Erreur, la situation s’en enlise de plus en plus. Cet enlisement de la situation a été cette incapacité de l’état à appréhender la situation comme un phénomène qui est à la fois politique et social. Et les initiatives devraient être basées au départ sur cette compréhension du phénomène. Une de toutes premières difficultés que l’état n’a pas pu cerner.

En plus de cette erreur, l’état a manqué sur toute la ligne concernant la coordination des initiatives.  Certains responsables chargés de la mise en œuvre des réponses face à l’insécurité ont travaillé en vase clos.
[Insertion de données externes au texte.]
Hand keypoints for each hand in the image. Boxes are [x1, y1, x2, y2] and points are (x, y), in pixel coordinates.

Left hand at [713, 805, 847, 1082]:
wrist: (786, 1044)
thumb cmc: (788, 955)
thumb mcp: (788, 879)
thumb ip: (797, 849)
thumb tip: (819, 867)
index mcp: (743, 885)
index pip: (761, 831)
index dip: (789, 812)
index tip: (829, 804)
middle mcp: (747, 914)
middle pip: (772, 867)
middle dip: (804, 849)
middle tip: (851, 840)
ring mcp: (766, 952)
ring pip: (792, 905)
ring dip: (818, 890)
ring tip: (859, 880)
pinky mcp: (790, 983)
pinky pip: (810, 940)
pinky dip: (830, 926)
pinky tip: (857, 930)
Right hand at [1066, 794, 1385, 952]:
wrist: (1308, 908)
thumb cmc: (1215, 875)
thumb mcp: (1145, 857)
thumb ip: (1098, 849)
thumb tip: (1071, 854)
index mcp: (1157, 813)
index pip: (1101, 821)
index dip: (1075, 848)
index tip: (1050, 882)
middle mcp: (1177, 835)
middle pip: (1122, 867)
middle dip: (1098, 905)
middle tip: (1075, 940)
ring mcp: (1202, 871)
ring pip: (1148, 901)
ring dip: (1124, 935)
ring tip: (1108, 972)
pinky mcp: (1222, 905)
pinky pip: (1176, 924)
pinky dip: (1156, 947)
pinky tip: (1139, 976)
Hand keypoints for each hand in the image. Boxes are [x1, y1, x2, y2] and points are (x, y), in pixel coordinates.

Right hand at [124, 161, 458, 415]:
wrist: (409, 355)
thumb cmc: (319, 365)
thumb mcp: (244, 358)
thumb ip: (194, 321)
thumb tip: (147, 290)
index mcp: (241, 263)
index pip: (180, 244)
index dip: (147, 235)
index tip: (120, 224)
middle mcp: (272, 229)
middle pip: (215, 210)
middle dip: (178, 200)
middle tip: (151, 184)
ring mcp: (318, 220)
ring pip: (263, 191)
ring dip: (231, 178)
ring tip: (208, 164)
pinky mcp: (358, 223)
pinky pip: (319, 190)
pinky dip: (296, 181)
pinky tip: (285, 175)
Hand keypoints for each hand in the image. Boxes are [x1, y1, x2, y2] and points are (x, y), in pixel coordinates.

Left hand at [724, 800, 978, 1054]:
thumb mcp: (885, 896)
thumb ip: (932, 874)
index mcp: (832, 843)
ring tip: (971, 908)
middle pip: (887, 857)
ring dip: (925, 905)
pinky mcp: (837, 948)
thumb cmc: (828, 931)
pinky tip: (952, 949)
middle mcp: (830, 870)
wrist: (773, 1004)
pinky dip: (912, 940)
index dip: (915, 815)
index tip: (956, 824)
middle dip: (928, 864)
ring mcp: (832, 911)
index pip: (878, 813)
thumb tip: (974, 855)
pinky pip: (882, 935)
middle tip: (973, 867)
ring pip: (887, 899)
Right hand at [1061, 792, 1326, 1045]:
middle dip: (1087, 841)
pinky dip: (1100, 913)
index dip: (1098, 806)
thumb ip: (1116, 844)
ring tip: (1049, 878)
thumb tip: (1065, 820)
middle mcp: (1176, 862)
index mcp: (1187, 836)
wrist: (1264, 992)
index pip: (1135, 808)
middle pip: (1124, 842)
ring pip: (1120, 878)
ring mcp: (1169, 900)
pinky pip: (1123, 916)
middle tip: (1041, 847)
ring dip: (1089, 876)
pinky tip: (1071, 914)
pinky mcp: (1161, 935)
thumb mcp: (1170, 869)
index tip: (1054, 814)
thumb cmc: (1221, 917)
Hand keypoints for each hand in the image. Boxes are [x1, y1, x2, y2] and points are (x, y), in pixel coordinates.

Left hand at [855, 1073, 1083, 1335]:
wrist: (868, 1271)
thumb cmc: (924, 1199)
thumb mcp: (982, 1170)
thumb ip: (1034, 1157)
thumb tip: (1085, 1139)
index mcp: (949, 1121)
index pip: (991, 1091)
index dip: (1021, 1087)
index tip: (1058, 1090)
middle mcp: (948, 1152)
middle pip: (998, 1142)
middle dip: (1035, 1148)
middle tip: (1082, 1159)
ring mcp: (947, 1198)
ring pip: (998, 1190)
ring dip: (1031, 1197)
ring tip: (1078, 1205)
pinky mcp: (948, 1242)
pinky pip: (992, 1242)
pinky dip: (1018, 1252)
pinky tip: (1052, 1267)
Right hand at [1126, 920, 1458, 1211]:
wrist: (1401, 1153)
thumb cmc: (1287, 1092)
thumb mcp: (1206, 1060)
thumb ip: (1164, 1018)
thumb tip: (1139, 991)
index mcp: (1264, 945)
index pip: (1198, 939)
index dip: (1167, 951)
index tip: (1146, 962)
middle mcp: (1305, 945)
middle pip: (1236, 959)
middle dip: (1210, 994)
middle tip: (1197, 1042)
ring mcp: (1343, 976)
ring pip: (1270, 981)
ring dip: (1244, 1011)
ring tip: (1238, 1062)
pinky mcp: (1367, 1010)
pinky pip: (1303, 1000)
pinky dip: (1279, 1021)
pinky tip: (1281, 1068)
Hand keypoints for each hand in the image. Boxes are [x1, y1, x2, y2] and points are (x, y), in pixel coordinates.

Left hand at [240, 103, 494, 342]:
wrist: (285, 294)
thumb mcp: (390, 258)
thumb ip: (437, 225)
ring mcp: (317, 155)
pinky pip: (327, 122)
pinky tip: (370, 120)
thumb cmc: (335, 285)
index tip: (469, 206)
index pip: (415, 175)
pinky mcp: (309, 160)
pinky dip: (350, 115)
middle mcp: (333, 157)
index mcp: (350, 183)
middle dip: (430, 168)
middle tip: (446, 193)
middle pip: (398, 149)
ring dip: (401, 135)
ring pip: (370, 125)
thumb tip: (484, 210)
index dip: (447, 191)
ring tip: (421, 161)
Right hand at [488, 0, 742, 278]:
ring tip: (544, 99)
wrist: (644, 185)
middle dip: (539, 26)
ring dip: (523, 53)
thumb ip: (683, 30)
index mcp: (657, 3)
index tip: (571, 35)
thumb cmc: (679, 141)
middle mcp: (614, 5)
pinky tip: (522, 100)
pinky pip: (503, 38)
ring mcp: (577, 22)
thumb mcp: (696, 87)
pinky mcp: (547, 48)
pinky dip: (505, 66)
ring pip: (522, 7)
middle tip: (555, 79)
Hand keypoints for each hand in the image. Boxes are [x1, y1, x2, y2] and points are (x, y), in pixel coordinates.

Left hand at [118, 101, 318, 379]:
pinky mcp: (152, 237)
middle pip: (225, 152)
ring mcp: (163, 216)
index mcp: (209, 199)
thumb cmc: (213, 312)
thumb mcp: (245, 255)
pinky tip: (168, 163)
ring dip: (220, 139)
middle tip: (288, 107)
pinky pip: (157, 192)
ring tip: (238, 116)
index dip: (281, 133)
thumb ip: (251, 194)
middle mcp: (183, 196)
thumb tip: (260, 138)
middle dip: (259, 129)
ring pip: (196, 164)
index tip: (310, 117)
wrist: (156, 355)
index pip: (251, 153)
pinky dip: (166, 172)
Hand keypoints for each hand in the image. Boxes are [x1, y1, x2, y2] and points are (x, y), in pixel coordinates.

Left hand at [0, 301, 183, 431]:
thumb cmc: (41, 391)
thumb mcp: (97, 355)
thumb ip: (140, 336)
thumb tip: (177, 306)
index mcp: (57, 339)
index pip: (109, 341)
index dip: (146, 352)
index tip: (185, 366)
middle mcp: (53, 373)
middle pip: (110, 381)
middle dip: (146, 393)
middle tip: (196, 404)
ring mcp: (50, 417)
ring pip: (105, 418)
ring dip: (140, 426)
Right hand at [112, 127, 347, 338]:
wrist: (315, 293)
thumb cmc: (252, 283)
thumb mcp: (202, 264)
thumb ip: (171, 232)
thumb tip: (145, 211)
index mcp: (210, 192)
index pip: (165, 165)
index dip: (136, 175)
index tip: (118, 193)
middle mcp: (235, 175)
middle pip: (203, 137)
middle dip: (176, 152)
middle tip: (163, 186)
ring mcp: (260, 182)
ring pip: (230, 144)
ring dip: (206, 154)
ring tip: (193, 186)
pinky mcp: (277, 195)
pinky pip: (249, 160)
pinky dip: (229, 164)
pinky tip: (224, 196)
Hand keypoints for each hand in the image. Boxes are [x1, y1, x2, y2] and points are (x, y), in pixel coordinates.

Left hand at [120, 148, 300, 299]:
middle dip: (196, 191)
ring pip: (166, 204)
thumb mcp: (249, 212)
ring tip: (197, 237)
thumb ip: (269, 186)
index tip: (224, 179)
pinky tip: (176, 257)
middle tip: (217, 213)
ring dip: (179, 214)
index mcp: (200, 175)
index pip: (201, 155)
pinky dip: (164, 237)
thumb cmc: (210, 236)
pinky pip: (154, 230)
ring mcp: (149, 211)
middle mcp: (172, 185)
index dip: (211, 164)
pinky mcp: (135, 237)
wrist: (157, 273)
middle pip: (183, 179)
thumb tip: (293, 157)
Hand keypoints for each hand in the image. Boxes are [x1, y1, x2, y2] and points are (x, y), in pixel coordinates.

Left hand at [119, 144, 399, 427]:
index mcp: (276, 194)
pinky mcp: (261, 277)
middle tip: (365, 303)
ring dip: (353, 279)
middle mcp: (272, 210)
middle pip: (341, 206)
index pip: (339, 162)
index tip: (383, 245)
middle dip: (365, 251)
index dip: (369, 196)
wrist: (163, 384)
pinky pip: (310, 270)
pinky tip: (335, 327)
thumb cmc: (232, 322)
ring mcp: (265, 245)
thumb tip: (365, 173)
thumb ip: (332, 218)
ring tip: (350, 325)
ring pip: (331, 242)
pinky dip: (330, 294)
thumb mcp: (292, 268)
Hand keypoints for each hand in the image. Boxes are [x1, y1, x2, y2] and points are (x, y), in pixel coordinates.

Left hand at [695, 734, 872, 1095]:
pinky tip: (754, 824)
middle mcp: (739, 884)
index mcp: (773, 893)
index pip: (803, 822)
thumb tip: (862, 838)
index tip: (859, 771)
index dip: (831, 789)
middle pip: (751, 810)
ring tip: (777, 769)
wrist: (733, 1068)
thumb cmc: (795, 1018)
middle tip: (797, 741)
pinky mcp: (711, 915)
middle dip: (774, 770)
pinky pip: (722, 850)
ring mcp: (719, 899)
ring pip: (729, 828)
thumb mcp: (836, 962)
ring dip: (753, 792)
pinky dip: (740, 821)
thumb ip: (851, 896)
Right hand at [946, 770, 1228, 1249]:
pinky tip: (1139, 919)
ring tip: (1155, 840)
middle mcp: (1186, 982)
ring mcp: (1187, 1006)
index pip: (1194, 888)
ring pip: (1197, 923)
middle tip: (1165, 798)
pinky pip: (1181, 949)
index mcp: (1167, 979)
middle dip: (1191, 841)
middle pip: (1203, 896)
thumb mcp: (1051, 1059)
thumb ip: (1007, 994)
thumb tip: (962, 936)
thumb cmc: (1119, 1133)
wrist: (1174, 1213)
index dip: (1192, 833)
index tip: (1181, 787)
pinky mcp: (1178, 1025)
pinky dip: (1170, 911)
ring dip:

Par exemple, des structures sont nées pour le rétablissement de la paix dans certaines zones sans la moindre coordination depuis le sommet. Cette floraison a créé des rivalités sur le terrain. Ce qui peut jouer sur leur efficacité. Ces éléments sont visibles sur le terrain et l’état doit revoir sa stratégie. Et si vraiment, il a une stratégie. Donc il est important qu’il s’y mette au lieu de continuer le djandjoba sur le terrain. La situation est sérieuse sur le terrain.

Devant ce mal profond, nos responsables doivent se ressaisir pour mieux  reformuler les actions pour face à la situation. Il doit rapidement se doter d’une stratégie holistique et cohérente contre le fléau. Pour y arriver, il faut réformer le secteur de la sécurité. Cette réforme a été soulignée dans plusieurs rapports. Voilà où réside notre problème de quête de personnalité. Et elle ne doit pas être uniquement une affaire de militaires seulement il faut aussi intégrer  les civils.

Dans une nouvelle stratégie contre ce fléau, il faudra  une meilleure articulation entre les différentes actions qui concernent le développement, le renforcement de la cohésion sociale et l’amélioration de la bonne gouvernance.  La protection civile doit être la première priorité des forces armées. Ce qui permettra de ne plus avoir pour  mission de donner  le nombre de terroristes abattus mais plutôt le nombre de villages défendus.

Mieux, les responsables doivent mettre l’accent sur l’utilité de l’État pour les populations et non sur la visibilité des symboles en particulier dans les zones reculées du pays. Pour sortir de cette situation, il nous faut une personnalité.